TASK:
Reproduce the entries exactly and omit the pictures.

MATERIAL SUPPLIED:
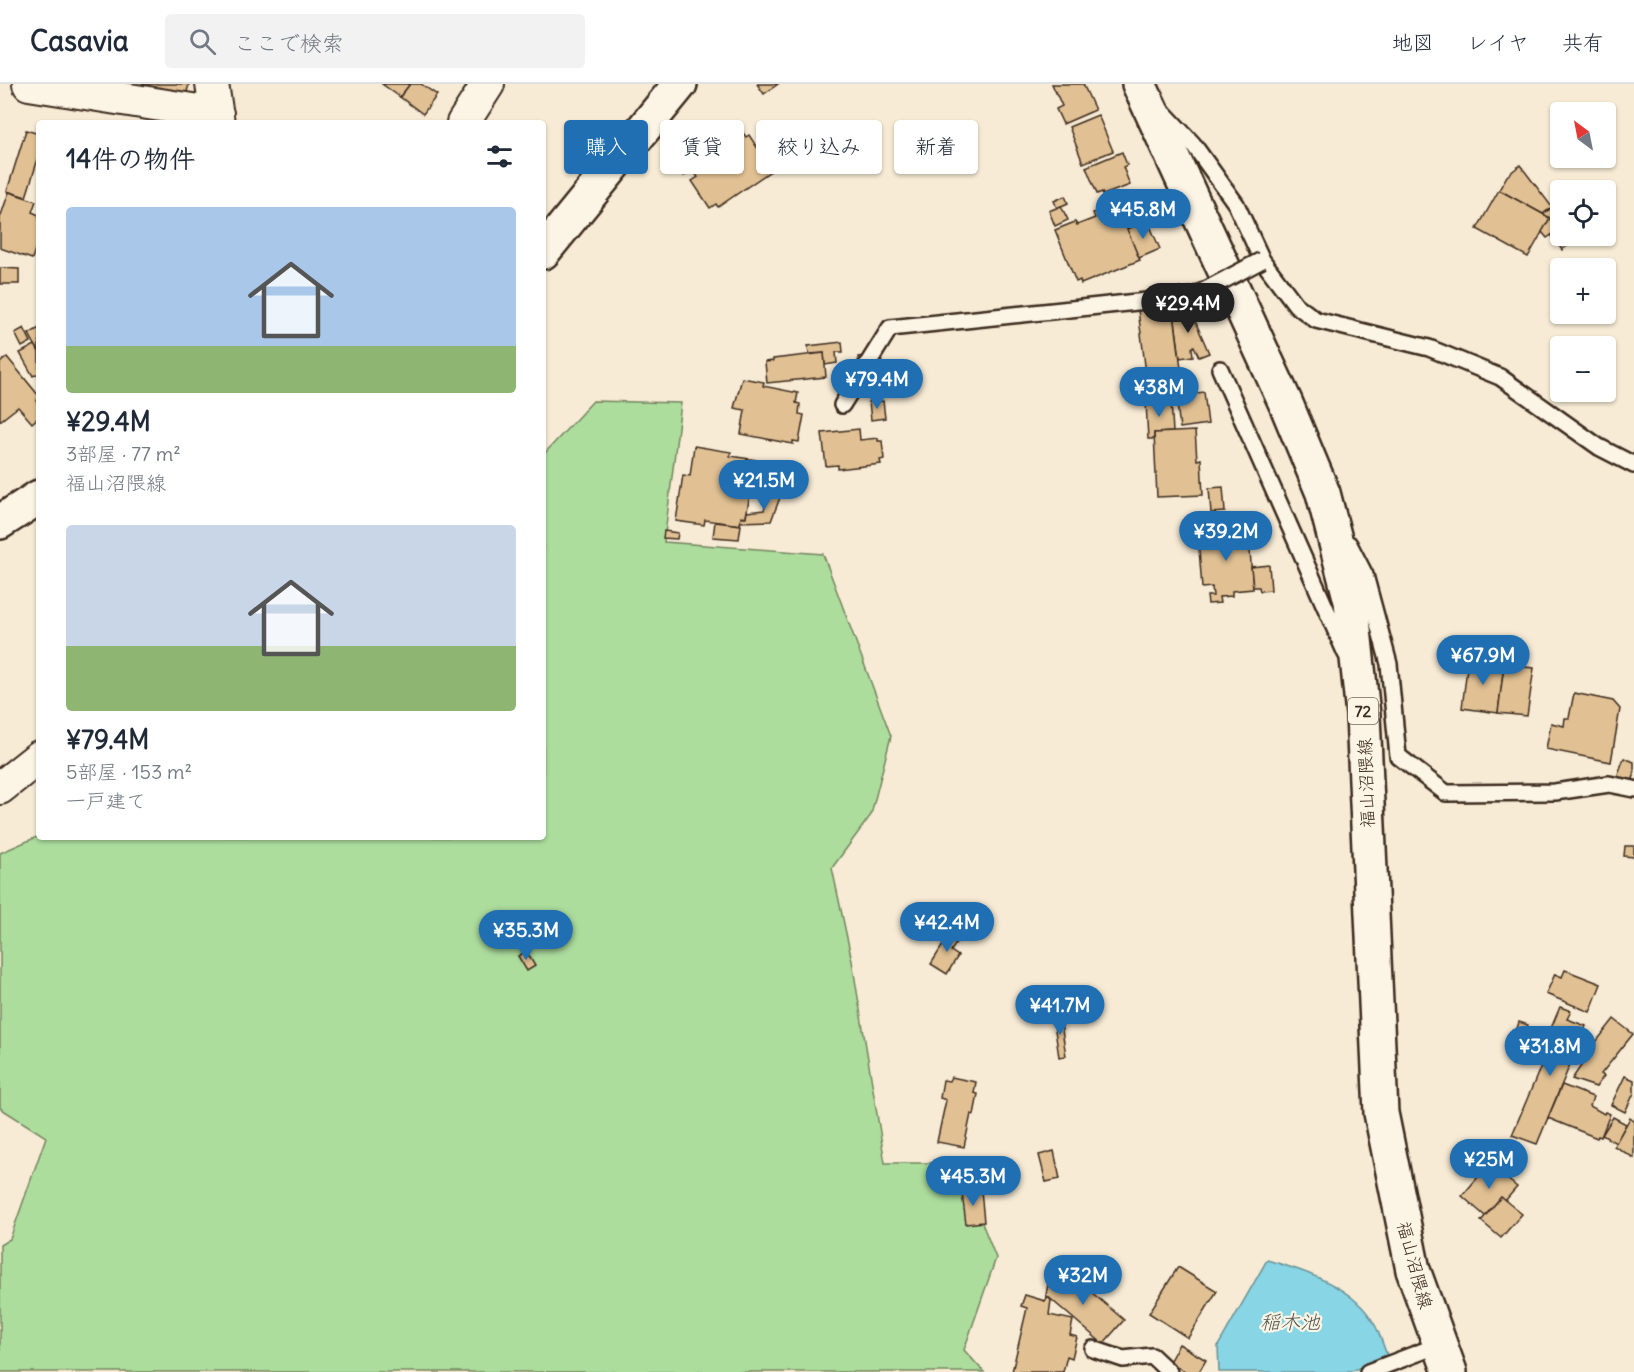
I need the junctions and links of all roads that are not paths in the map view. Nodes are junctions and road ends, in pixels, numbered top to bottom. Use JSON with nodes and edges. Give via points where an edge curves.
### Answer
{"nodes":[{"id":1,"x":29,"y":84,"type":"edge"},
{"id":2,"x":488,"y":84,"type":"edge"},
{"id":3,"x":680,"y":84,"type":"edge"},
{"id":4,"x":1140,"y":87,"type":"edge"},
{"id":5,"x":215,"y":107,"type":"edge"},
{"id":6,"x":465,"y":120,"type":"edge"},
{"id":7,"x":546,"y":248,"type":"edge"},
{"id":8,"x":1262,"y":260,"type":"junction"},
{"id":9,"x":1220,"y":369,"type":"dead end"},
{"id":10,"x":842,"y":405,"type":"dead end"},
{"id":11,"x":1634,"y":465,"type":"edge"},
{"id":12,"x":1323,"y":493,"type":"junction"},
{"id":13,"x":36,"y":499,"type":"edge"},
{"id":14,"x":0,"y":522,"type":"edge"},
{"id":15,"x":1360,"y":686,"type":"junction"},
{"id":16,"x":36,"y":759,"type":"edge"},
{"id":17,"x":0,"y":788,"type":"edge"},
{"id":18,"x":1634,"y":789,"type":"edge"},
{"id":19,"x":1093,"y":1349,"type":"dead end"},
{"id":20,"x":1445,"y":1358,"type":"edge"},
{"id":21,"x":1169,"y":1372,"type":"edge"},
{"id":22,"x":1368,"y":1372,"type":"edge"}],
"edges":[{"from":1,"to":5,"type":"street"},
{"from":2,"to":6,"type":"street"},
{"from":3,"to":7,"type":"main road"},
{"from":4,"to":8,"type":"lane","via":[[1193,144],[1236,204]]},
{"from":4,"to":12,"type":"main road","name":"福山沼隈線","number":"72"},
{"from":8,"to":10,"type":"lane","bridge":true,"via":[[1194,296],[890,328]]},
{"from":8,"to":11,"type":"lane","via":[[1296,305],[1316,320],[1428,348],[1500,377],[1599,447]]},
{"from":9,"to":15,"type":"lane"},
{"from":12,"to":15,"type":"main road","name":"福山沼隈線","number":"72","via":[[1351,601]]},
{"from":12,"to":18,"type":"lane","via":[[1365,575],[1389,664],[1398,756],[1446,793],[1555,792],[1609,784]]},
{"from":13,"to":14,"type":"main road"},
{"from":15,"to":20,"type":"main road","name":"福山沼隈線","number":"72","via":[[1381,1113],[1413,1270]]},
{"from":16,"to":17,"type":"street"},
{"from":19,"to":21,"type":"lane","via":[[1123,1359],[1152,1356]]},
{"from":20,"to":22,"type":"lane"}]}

RESPONSE:
I need the junctions and links of all roads that are not paths in the map view. Nodes are junctions and road ends, in pixels, numbered top to bottom. Use JSON with nodes and edges. Give via points where an edge curves.
### Answer
{"nodes":[{"id":1,"x":29,"y":84,"type":"edge"},
{"id":2,"x":488,"y":84,"type":"edge"},
{"id":3,"x":680,"y":84,"type":"edge"},
{"id":4,"x":1140,"y":87,"type":"edge"},
{"id":5,"x":215,"y":107,"type":"edge"},
{"id":6,"x":465,"y":120,"type":"edge"},
{"id":7,"x":546,"y":248,"type":"edge"},
{"id":8,"x":1262,"y":260,"type":"junction"},
{"id":9,"x":1220,"y":369,"type":"dead end"},
{"id":10,"x":842,"y":405,"type":"dead end"},
{"id":11,"x":1634,"y":465,"type":"edge"},
{"id":12,"x":1323,"y":493,"type":"junction"},
{"id":13,"x":36,"y":499,"type":"edge"},
{"id":14,"x":0,"y":522,"type":"edge"},
{"id":15,"x":1360,"y":686,"type":"junction"},
{"id":16,"x":36,"y":759,"type":"edge"},
{"id":17,"x":0,"y":788,"type":"edge"},
{"id":18,"x":1634,"y":789,"type":"edge"},
{"id":19,"x":1093,"y":1349,"type":"dead end"},
{"id":20,"x":1445,"y":1358,"type":"edge"},
{"id":21,"x":1169,"y":1372,"type":"edge"},
{"id":22,"x":1368,"y":1372,"type":"edge"}],
"edges":[{"from":1,"to":5,"type":"street"},
{"from":2,"to":6,"type":"street"},
{"from":3,"to":7,"type":"main road"},
{"from":4,"to":8,"type":"lane","via":[[1193,144],[1236,204]]},
{"from":4,"to":12,"type":"main road","name":"福山沼隈線","number":"72"},
{"from":8,"to":10,"type":"lane","bridge":true,"via":[[1194,296],[890,328]]},
{"from":8,"to":11,"type":"lane","via":[[1296,305],[1316,320],[1428,348],[1500,377],[1599,447]]},
{"from":9,"to":15,"type":"lane"},
{"from":12,"to":15,"type":"main road","name":"福山沼隈線","number":"72","via":[[1351,601]]},
{"from":12,"to":18,"type":"lane","via":[[1365,575],[1389,664],[1398,756],[1446,793],[1555,792],[1609,784]]},
{"from":13,"to":14,"type":"main road"},
{"from":15,"to":20,"type":"main road","name":"福山沼隈線","number":"72","via":[[1381,1113],[1413,1270]]},
{"from":16,"to":17,"type":"street"},
{"from":19,"to":21,"type":"lane","via":[[1123,1359],[1152,1356]]},
{"from":20,"to":22,"type":"lane"}]}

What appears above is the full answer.